By Dave Andrusko
Demonstrating incredibly tenacity, Tennessee Attorney General Herbert Slattery filed an emergency request with the Supreme Court Monday “asking the justices for permission to enforce a 48-hour waiting period for abortions while it appeals a federal district court’s ruling that declared the waiting period unconstitutional,” according to Amy Howe. “Characterizing the waiting period as ‘materially indistinguishable’ from one the Supreme Court upheld nearly 30 years ago in Planned Parenthood of Southeastern Pennsylvania v. Casey, Tennessee told the justices that although 14 other states have similar laws, it is ‘the only State in the Nation that cannot enforce its law because of a federal judicial decree.’”
(Twenty-eight states require a reflection period of at least 24 hours.)
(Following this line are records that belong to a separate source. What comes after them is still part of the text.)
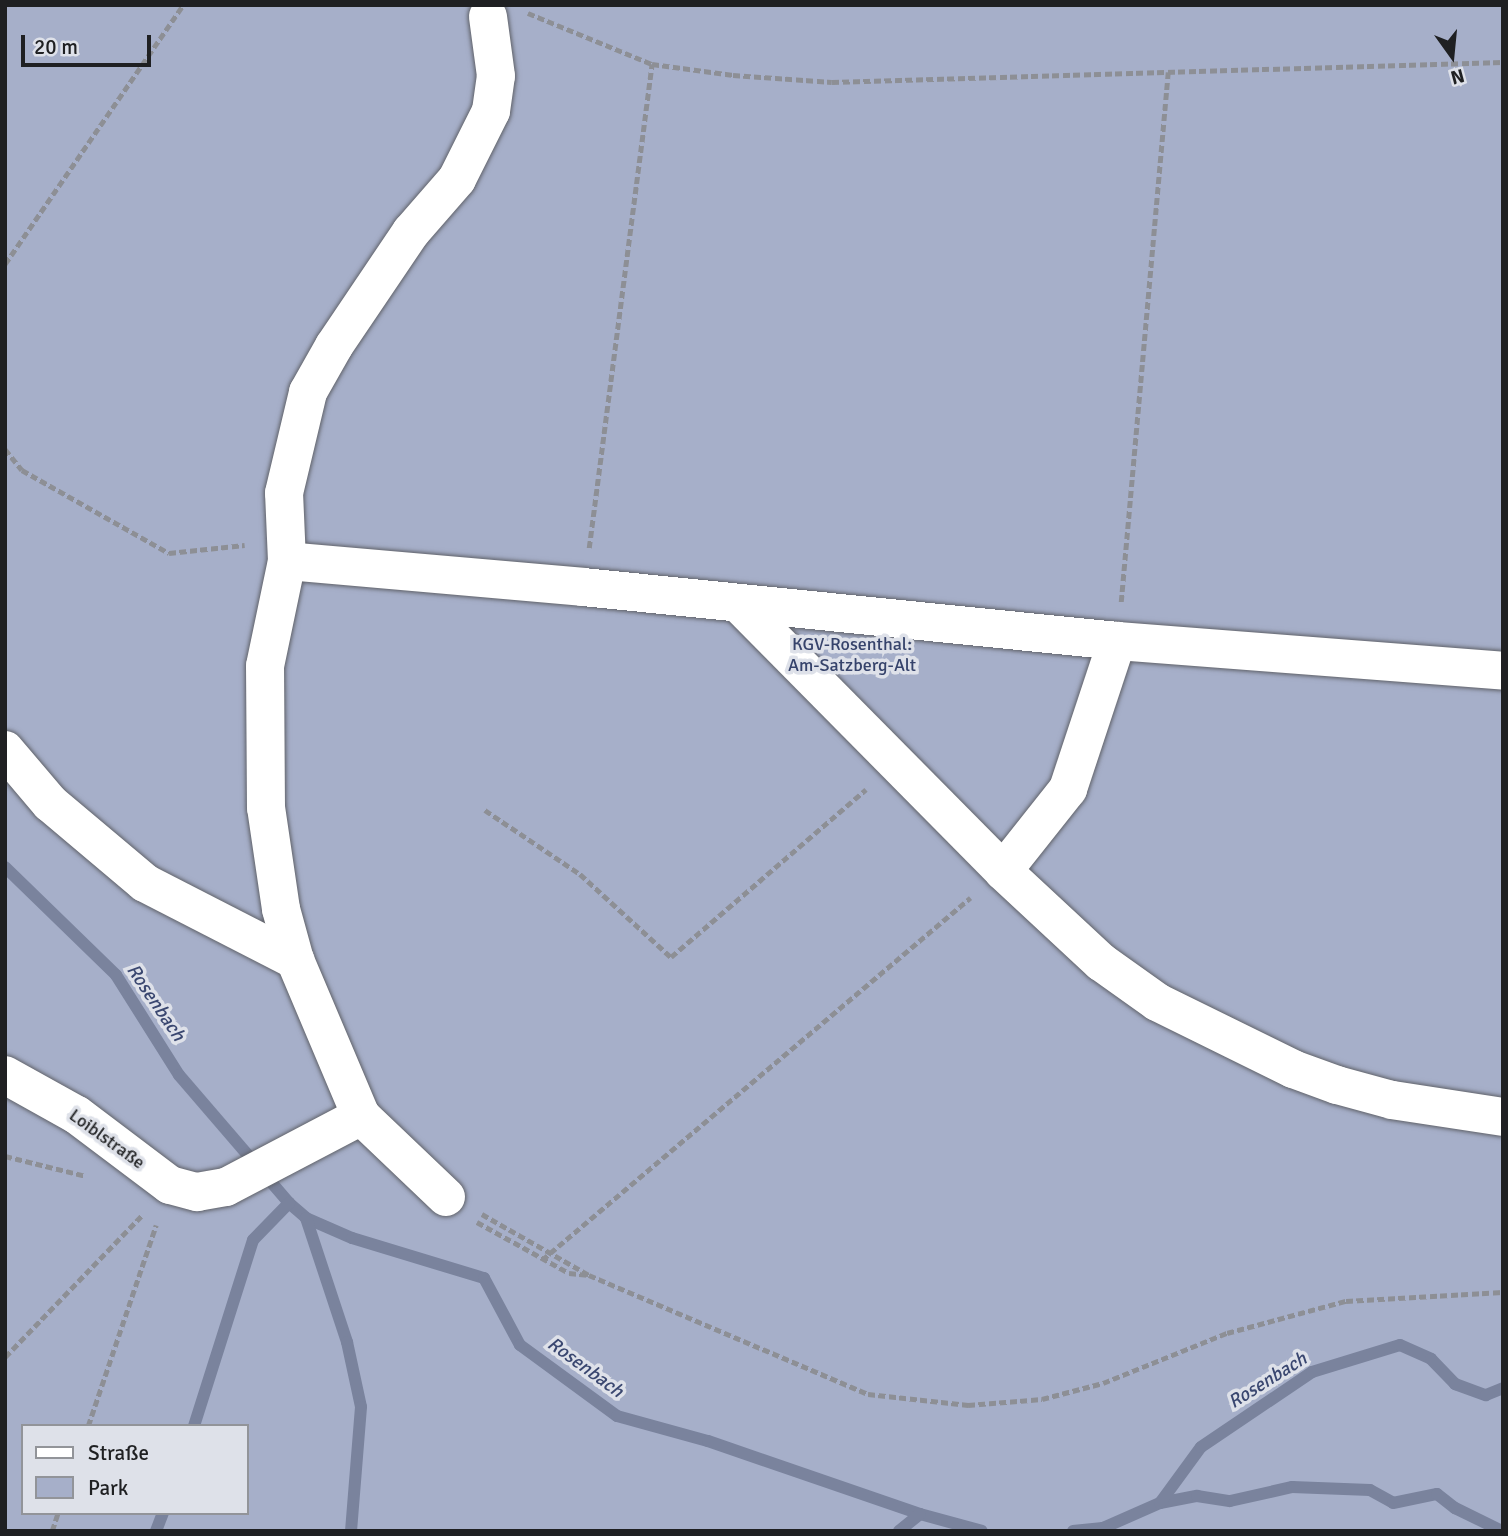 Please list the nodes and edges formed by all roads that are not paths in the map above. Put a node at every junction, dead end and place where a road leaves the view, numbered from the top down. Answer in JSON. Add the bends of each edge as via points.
{"nodes":[{"id":1,"x":488,"y":17,"type":"road end"},
{"id":2,"x":287,"y":561,"type":"junction"},
{"id":3,"x":740,"y":604,"type":"junction"},
{"id":4,"x":1117,"y":641,"type":"junction"},
{"id":5,"x":1503,"y":671,"type":"edge"},
{"id":6,"x":5,"y":750,"type":"edge"},
{"id":7,"x":1003,"y":871,"type":"junction"},
{"id":8,"x":295,"y":960,"type":"junction"},
{"id":9,"x":5,"y":1075,"type":"edge"},
{"id":10,"x":1503,"y":1116,"type":"edge"},
{"id":11,"x":347,"y":1124,"type":"junction"},
{"id":12,"x":457,"y":1207,"type":"road end"}],
"edges":[{"from":1,"to":2,"type":"street","via":[[496,76],[491,111],[457,179],[411,232],[334,346],[309,392],[284,493]]},
{"from":2,"to":3,"type":"street"},
{"from":2,"to":8,"type":"street","via":[[265,666],[266,808],[281,909]]},
{"from":3,"to":4,"type":"street"},
{"from":3,"to":7,"type":"street"},
{"from":4,"to":5,"type":"street"},
{"from":4,"to":7,"type":"street","via":[[1068,789]]},
{"from":6,"to":8,"type":"street","via":[[50,803],[145,883]]},
{"from":7,"to":10,"type":"street","via":[[1101,962],[1157,1002],[1202,1026],[1337,1085],[1392,1100]]},
{"from":8,"to":11,"type":"street"},
{"from":9,"to":11,"type":"street","name":"Loiblstraße","via":[[77,1115],[170,1185],[197,1192],[226,1187]]},
{"from":11,"to":12,"type":"street"}]}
As NRL News Today reported last fall, U.S. District Judge Bernard Friedman struck down the requirement, maintaining it “burdens the majority of abortion patients with significant, and often insurmountable, logistical and financial hurdles” because it requires two visits to the clinic.
The state appealed Judge Friedman’s decision, but a divided 6th Circuit Court of Appeals panel “refused to put the ruling on hold while the appeal proceeds. That refusal led to Monday’s filing, which asks the justices to intervene and reinstate the waiting period while the litigation continues in the 6th Circuit,” Howe reported.
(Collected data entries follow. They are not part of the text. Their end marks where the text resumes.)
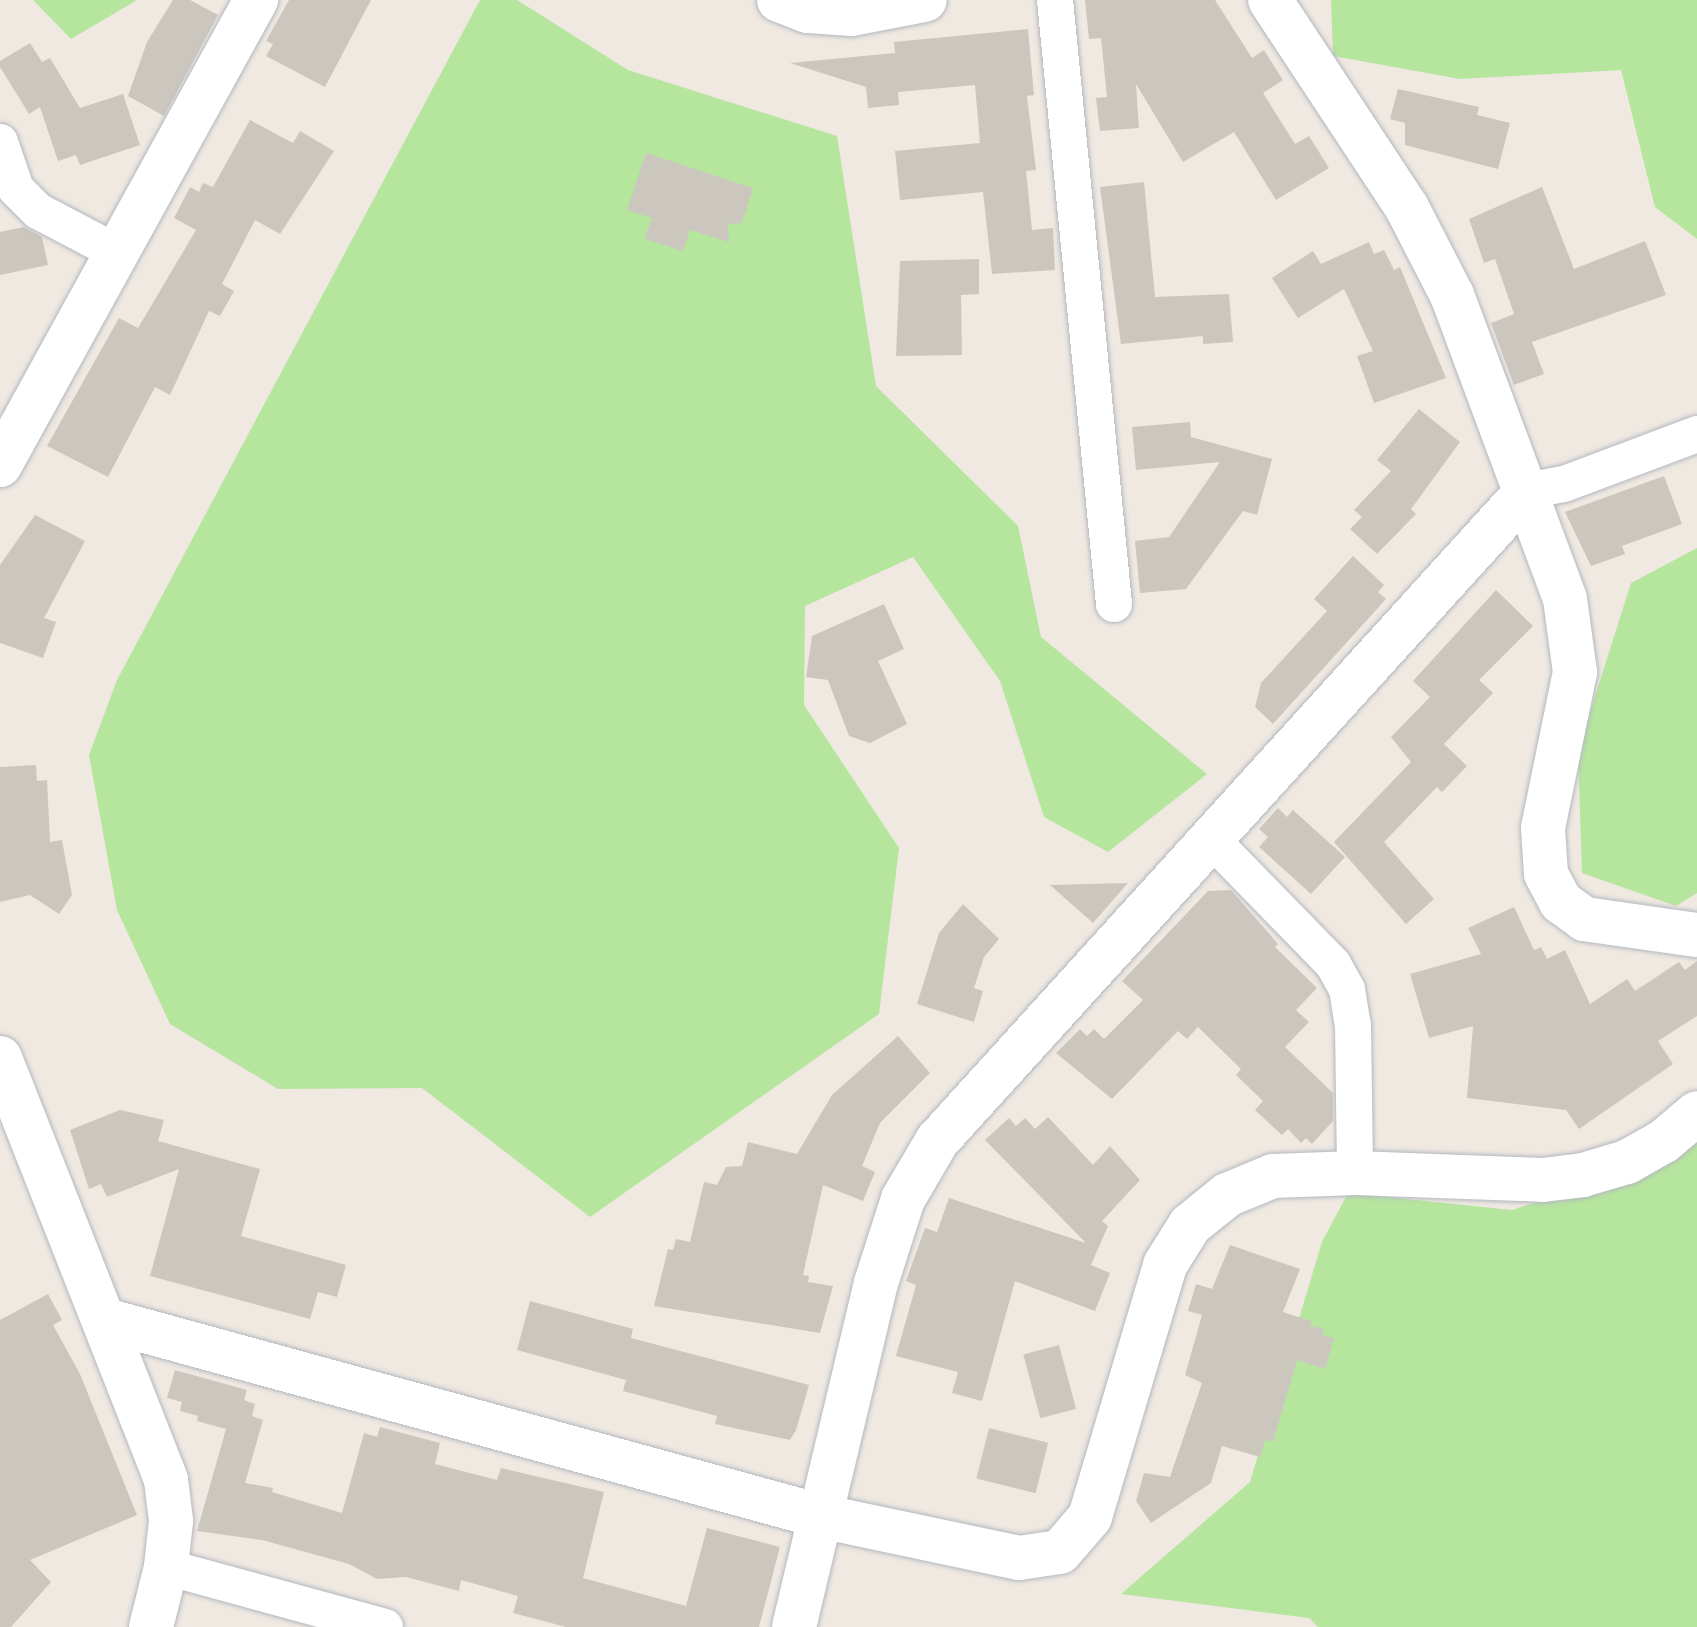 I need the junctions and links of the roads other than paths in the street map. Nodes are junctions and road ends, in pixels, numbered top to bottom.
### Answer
1 (256, 0) edge
2 (779, 0) edge
3 (925, 0) edge
4 (1055, 0) edge
5 (1270, 0) edge
6 (0, 142) edge
7 (120, 254) junction
8 (10, 420) edge
9 (1697, 434) edge
10 (0, 465) edge
11 (1527, 491) junction
12 (1114, 604) dead end
13 (1211, 839) junction
14 (1697, 935) edge
15 (0, 1058) edge
16 (1697, 1113) edge
17 (1355, 1173) junction
18 (105, 1320) junction
19 (820, 1516) junction
20 (166, 1567) junction
21 (151, 1627) edge
22 (385, 1627) edge
23 (794, 1627) edge

1 - 7 street
2 - 3 street
4 - 12 street
5 - 11 street
6 - 7 street
7 - 8 street
8 - 10 street
9 - 11 street
11 - 13 street
11 - 14 street
13 - 17 street
13 - 19 street
15 - 18 street
16 - 17 street
17 - 19 street
18 - 19 street
18 - 20 street
19 - 23 street
20 - 21 street
20 - 22 street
In his filing in Slatery v. Bristol Regional Women’s Center, Slattery’s office argued
Nothing about the record in this case gave the district court a license to ignore Casey. To the contrary, the evidence conclusively established that Tennessee’s waiting period did not “prevent a significant number of women from obtaining an abortion.” During the years the waiting period was in effect, the number of annual abortions in Tennessee declined only slightly and remained above 10,000 per year. And no one has ever argued that this slight decline—which began years before the waiting period took effect and mirrors nationwide trends—is attributable to the waiting period.
As we reported at the time of the appeals court panel’s split 2-1 decision, Judge Amul Thapar provided a brilliant dissent. In addition, on March 3, a coalition of 21 states filed an amicus brief in support of the law. Kentucky’s Attorney General Daniel Cameron, who had joined Louisiana Attorney General Jeff Landry in leading the charge, explained what the 18-page friend-of-the-court brief argued.
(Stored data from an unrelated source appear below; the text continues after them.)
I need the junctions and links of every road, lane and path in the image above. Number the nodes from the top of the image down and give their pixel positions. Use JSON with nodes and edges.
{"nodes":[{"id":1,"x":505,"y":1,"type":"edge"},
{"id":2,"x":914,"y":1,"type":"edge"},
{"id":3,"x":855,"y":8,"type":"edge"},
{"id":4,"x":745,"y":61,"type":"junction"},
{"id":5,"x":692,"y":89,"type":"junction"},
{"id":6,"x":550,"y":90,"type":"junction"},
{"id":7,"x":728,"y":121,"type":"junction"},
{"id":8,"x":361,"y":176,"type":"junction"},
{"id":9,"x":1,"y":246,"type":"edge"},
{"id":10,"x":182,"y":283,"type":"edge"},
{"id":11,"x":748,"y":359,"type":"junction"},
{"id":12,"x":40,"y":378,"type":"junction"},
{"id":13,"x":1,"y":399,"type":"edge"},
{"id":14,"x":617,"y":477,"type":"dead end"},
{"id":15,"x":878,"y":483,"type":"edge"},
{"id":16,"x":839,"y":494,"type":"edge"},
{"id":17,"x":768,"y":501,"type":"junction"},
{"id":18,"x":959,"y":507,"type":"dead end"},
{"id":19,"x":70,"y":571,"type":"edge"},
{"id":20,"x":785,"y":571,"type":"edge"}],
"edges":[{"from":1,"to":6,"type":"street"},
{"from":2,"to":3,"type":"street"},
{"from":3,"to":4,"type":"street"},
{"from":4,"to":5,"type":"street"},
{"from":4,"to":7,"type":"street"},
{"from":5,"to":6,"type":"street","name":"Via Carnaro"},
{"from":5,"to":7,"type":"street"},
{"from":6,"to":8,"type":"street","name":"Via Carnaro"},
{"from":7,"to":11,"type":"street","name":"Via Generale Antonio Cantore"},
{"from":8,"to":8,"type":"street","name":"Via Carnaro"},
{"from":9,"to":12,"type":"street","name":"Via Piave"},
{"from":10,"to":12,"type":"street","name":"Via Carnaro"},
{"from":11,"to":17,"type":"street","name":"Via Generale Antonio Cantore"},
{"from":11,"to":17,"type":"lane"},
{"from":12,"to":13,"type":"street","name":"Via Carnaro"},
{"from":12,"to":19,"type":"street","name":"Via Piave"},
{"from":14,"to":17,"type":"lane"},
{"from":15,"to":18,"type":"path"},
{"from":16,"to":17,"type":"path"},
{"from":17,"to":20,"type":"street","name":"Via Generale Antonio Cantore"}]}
“More than half of the states in the country have waiting periods before an abortion, and the Sixth Circuit’s decision has the potential to throw these laws into disarray,” said Attorney General Cameron. “We cannot let that happen, and we co-led this brief to support Tennessee and also to protect the Commonwealth’s laws.”
Tennessee’s “request goes to Justice Brett Kavanaugh, who handles emergency requests from the geographic area that includes Tennessee,” according to Howe. “Kavanaugh can act on the request himself or, as is more likely, refer it to the full court.”